** AIM OF THE TASK **
Reproduce the records below exactly, but leave their pictures out of the copy.

Stored items

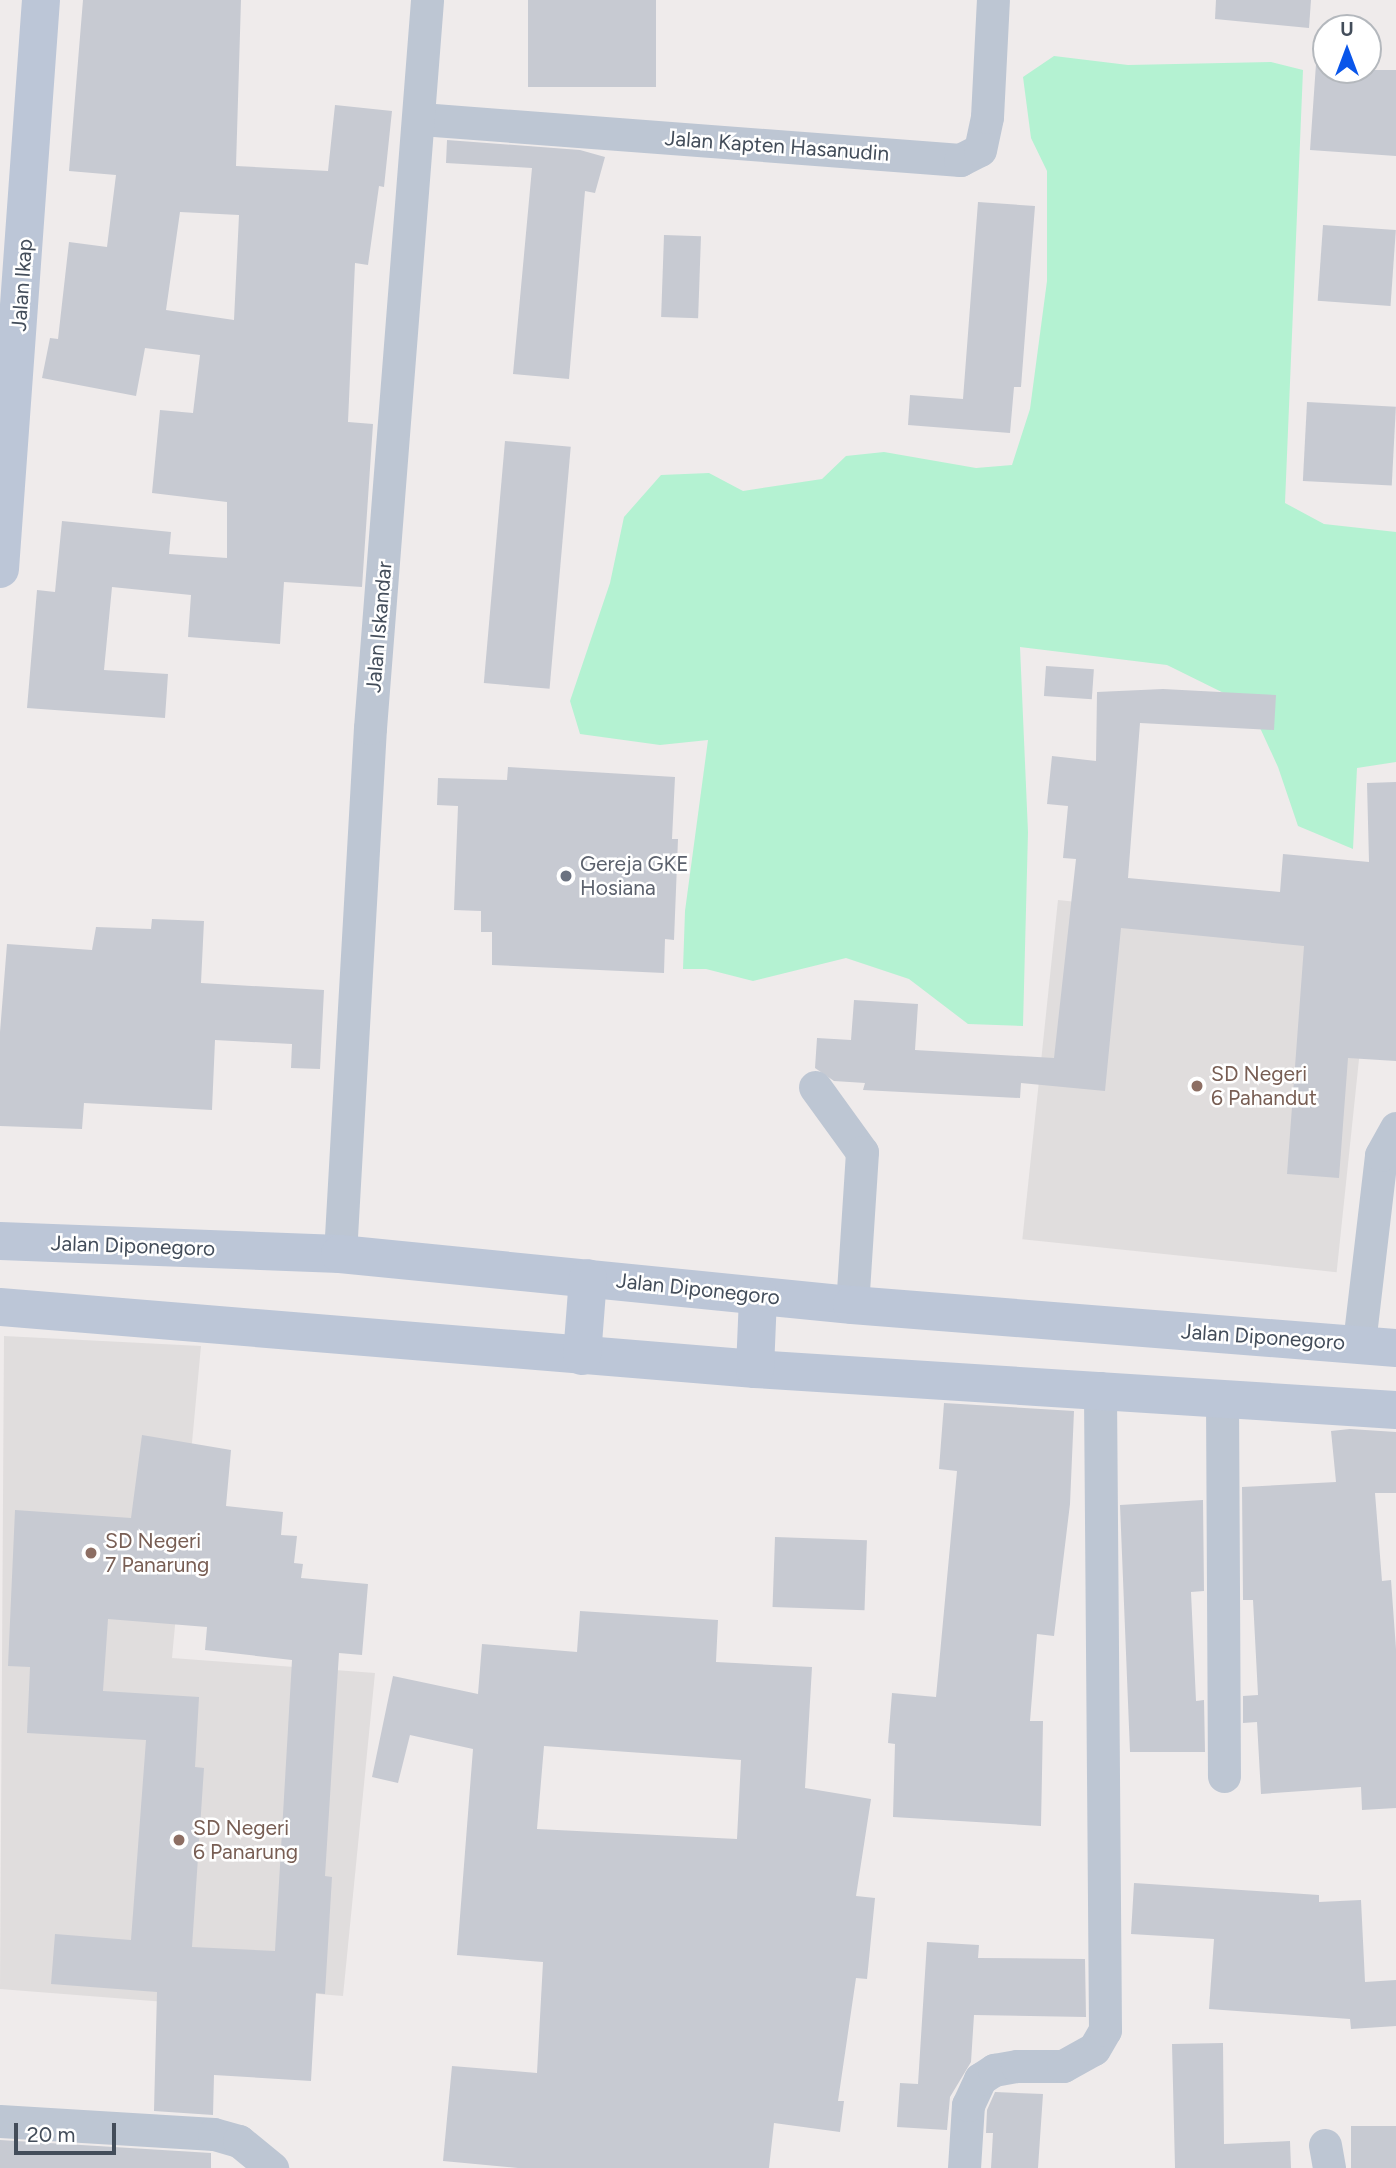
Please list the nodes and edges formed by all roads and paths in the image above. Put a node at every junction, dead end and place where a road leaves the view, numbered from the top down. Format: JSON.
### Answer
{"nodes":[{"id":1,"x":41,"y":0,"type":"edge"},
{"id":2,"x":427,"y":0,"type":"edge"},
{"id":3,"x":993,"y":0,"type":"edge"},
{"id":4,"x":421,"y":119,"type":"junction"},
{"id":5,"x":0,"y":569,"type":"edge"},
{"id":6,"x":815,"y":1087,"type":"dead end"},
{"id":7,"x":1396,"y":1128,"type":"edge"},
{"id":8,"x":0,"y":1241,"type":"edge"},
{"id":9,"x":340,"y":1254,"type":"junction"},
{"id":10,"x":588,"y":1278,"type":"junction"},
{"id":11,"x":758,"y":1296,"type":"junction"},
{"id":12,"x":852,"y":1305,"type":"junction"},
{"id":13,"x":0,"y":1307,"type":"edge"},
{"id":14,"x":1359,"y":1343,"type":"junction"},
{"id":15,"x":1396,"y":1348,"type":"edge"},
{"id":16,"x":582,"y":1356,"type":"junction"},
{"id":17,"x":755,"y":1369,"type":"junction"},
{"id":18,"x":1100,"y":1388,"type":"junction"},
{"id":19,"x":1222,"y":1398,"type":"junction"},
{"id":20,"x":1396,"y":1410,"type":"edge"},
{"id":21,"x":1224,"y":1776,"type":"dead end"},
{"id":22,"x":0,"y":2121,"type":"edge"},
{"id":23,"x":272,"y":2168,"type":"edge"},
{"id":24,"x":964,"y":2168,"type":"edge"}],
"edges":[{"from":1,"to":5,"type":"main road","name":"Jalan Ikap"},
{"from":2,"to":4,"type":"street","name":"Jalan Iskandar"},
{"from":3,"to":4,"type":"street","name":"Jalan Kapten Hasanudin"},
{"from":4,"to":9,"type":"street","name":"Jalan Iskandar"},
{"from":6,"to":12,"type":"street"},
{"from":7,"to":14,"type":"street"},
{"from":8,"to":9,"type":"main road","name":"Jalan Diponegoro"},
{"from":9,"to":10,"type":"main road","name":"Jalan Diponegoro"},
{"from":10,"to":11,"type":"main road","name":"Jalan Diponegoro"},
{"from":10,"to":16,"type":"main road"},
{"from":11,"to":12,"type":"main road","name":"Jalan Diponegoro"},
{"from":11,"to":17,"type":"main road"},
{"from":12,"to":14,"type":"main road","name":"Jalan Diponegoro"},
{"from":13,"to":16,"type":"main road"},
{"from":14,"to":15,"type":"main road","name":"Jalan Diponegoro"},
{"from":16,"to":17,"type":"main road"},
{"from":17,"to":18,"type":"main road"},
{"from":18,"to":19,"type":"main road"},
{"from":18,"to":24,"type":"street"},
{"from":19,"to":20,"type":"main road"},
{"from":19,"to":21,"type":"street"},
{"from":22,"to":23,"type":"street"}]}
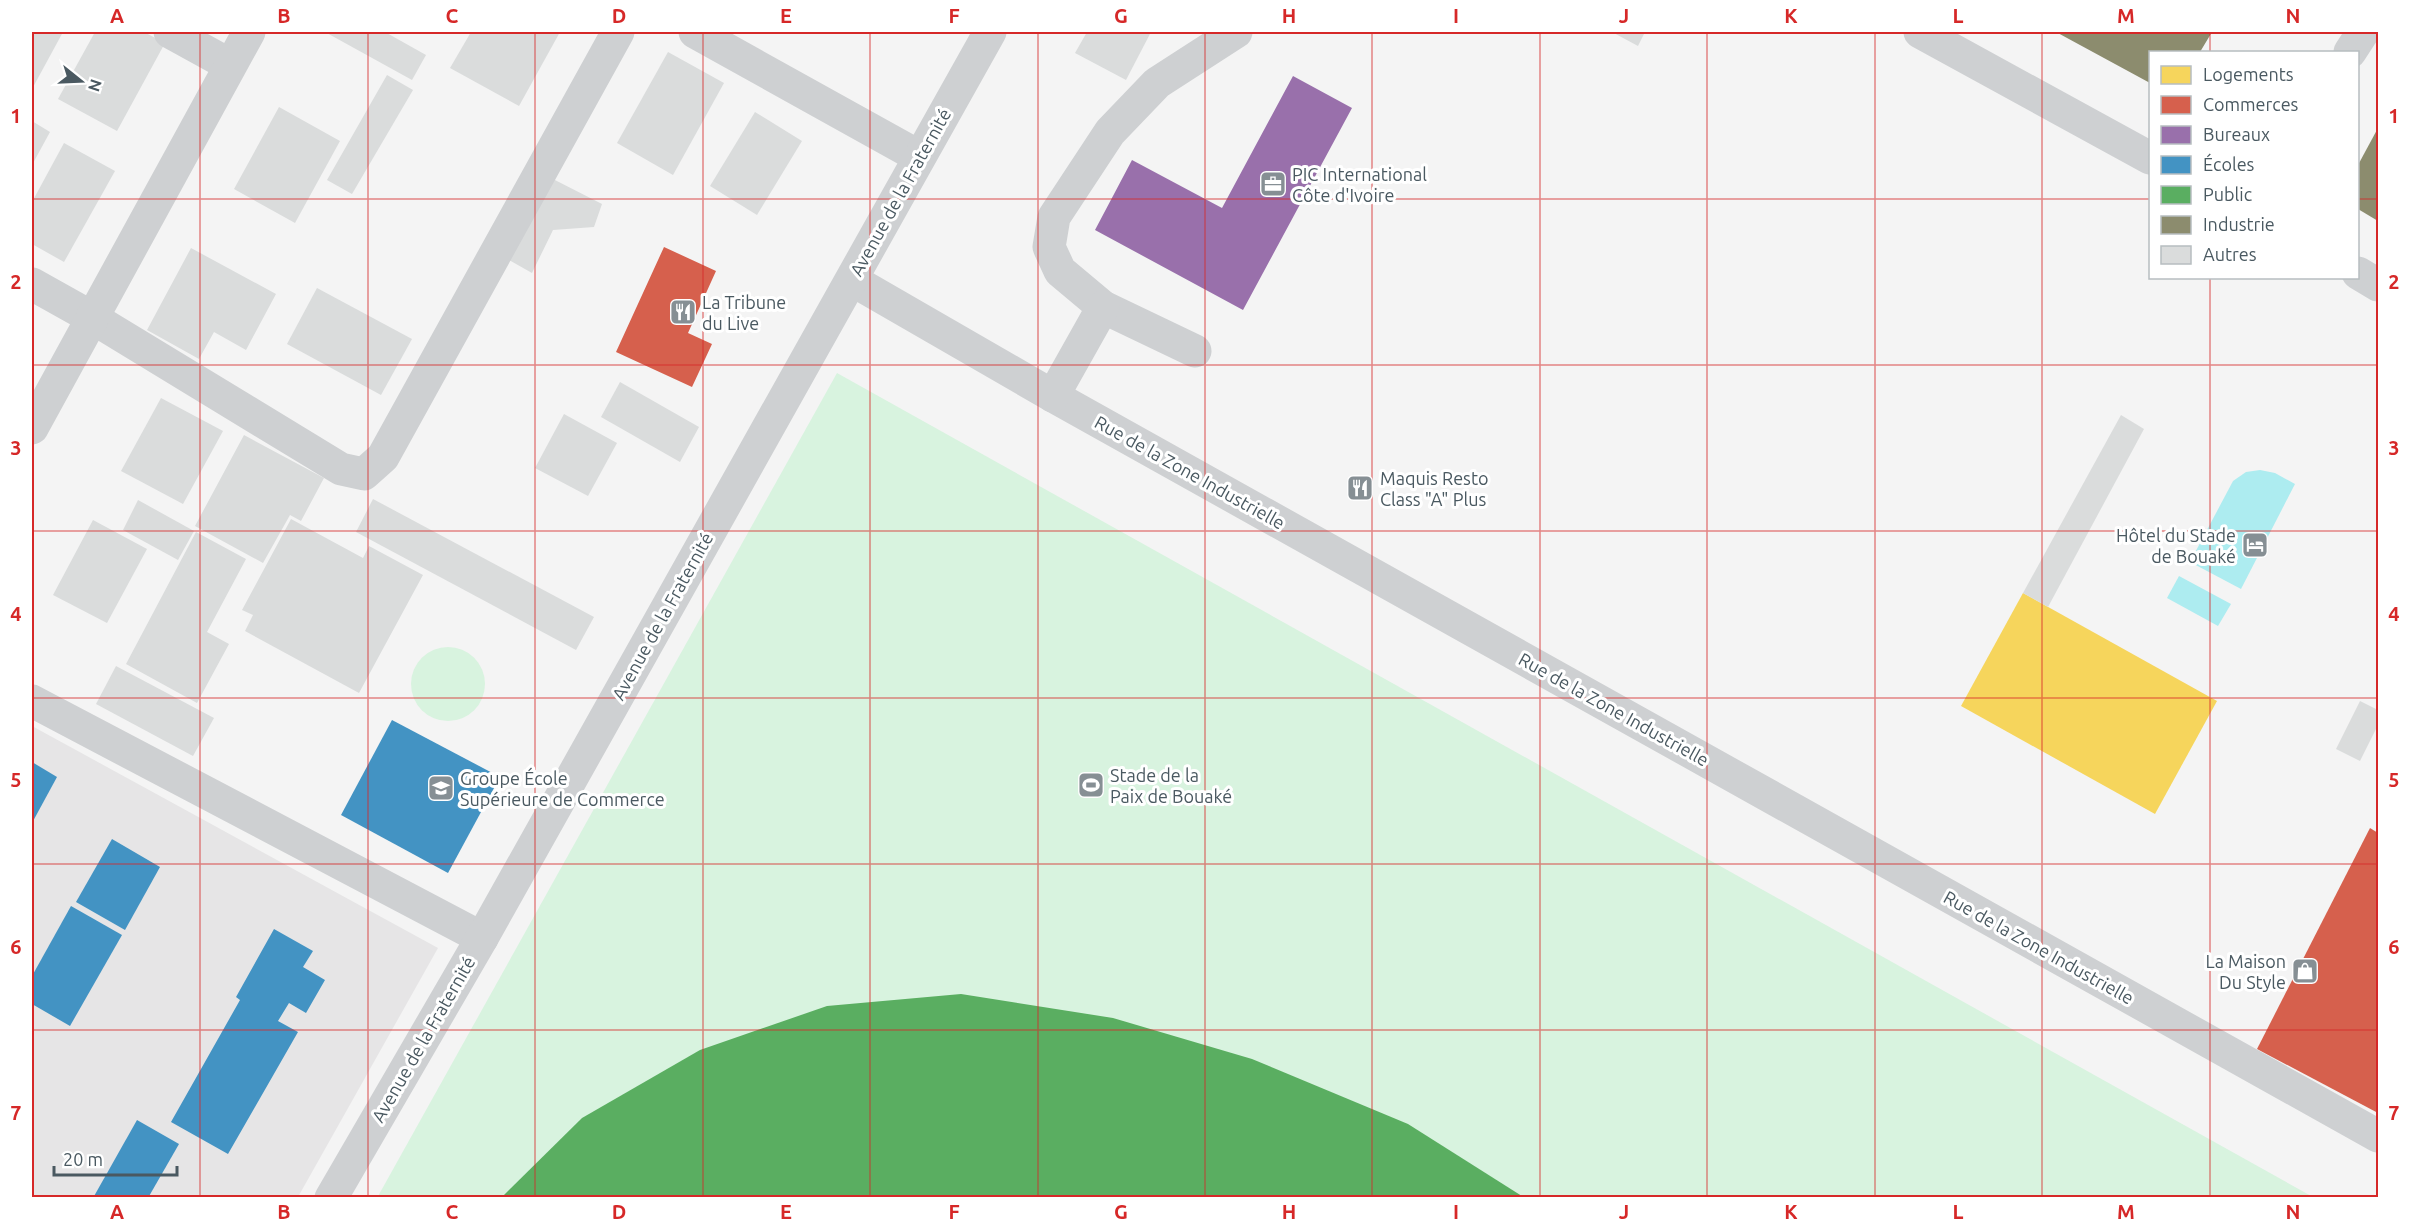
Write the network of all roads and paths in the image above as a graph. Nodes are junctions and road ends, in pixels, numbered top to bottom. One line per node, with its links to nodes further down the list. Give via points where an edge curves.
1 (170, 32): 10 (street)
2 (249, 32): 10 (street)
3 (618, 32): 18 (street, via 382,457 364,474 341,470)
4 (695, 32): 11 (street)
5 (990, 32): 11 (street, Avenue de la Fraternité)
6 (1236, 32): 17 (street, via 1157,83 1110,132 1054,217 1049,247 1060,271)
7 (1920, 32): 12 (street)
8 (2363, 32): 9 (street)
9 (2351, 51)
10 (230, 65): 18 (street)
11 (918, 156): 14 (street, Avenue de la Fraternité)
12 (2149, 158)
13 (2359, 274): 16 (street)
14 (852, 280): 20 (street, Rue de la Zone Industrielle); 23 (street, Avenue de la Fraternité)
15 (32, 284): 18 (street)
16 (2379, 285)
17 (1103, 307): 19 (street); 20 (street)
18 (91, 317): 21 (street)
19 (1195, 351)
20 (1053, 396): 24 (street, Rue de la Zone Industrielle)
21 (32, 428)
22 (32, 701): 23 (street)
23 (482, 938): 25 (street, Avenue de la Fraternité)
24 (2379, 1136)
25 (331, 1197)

** REPLY **
Please list the nodes and edges formed by all roads and paths in the image above. Put a node at every junction, dead end and place where a road leaves the view, numbered from the top down. Format: JSON.
### Answer
{"nodes":[{"id":1,"x":41,"y":0,"type":"edge"},
{"id":2,"x":427,"y":0,"type":"edge"},
{"id":3,"x":993,"y":0,"type":"edge"},
{"id":4,"x":421,"y":119,"type":"junction"},
{"id":5,"x":0,"y":569,"type":"edge"},
{"id":6,"x":815,"y":1087,"type":"dead end"},
{"id":7,"x":1396,"y":1128,"type":"edge"},
{"id":8,"x":0,"y":1241,"type":"edge"},
{"id":9,"x":340,"y":1254,"type":"junction"},
{"id":10,"x":588,"y":1278,"type":"junction"},
{"id":11,"x":758,"y":1296,"type":"junction"},
{"id":12,"x":852,"y":1305,"type":"junction"},
{"id":13,"x":0,"y":1307,"type":"edge"},
{"id":14,"x":1359,"y":1343,"type":"junction"},
{"id":15,"x":1396,"y":1348,"type":"edge"},
{"id":16,"x":582,"y":1356,"type":"junction"},
{"id":17,"x":755,"y":1369,"type":"junction"},
{"id":18,"x":1100,"y":1388,"type":"junction"},
{"id":19,"x":1222,"y":1398,"type":"junction"},
{"id":20,"x":1396,"y":1410,"type":"edge"},
{"id":21,"x":1224,"y":1776,"type":"dead end"},
{"id":22,"x":0,"y":2121,"type":"edge"},
{"id":23,"x":272,"y":2168,"type":"edge"},
{"id":24,"x":964,"y":2168,"type":"edge"}],
"edges":[{"from":1,"to":5,"type":"main road","name":"Jalan Ikap"},
{"from":2,"to":4,"type":"street","name":"Jalan Iskandar"},
{"from":3,"to":4,"type":"street","name":"Jalan Kapten Hasanudin"},
{"from":4,"to":9,"type":"street","name":"Jalan Iskandar"},
{"from":6,"to":12,"type":"street"},
{"from":7,"to":14,"type":"street"},
{"from":8,"to":9,"type":"main road","name":"Jalan Diponegoro"},
{"from":9,"to":10,"type":"main road","name":"Jalan Diponegoro"},
{"from":10,"to":11,"type":"main road","name":"Jalan Diponegoro"},
{"from":10,"to":16,"type":"main road"},
{"from":11,"to":12,"type":"main road","name":"Jalan Diponegoro"},
{"from":11,"to":17,"type":"main road"},
{"from":12,"to":14,"type":"main road","name":"Jalan Diponegoro"},
{"from":13,"to":16,"type":"main road"},
{"from":14,"to":15,"type":"main road","name":"Jalan Diponegoro"},
{"from":16,"to":17,"type":"main road"},
{"from":17,"to":18,"type":"main road"},
{"from":18,"to":19,"type":"main road"},
{"from":18,"to":24,"type":"street"},
{"from":19,"to":20,"type":"main road"},
{"from":19,"to":21,"type":"street"},
{"from":22,"to":23,"type":"street"}]}
Write the network of all roads and paths in the image above as a graph. Nodes are junctions and road ends, in pixels, numbered top to bottom. One line per node, with its links to nodes further down the list. Give via points where an edge curves.
1 (170, 32): 10 (street)
2 (249, 32): 10 (street)
3 (618, 32): 18 (street, via 382,457 364,474 341,470)
4 (695, 32): 11 (street)
5 (990, 32): 11 (street, Avenue de la Fraternité)
6 (1236, 32): 17 (street, via 1157,83 1110,132 1054,217 1049,247 1060,271)
7 (1920, 32): 12 (street)
8 (2363, 32): 9 (street)
9 (2351, 51)
10 (230, 65): 18 (street)
11 (918, 156): 14 (street, Avenue de la Fraternité)
12 (2149, 158)
13 (2359, 274): 16 (street)
14 (852, 280): 20 (street, Rue de la Zone Industrielle); 23 (street, Avenue de la Fraternité)
15 (32, 284): 18 (street)
16 (2379, 285)
17 (1103, 307): 19 (street); 20 (street)
18 (91, 317): 21 (street)
19 (1195, 351)
20 (1053, 396): 24 (street, Rue de la Zone Industrielle)
21 (32, 428)
22 (32, 701): 23 (street)
23 (482, 938): 25 (street, Avenue de la Fraternité)
24 (2379, 1136)
25 (331, 1197)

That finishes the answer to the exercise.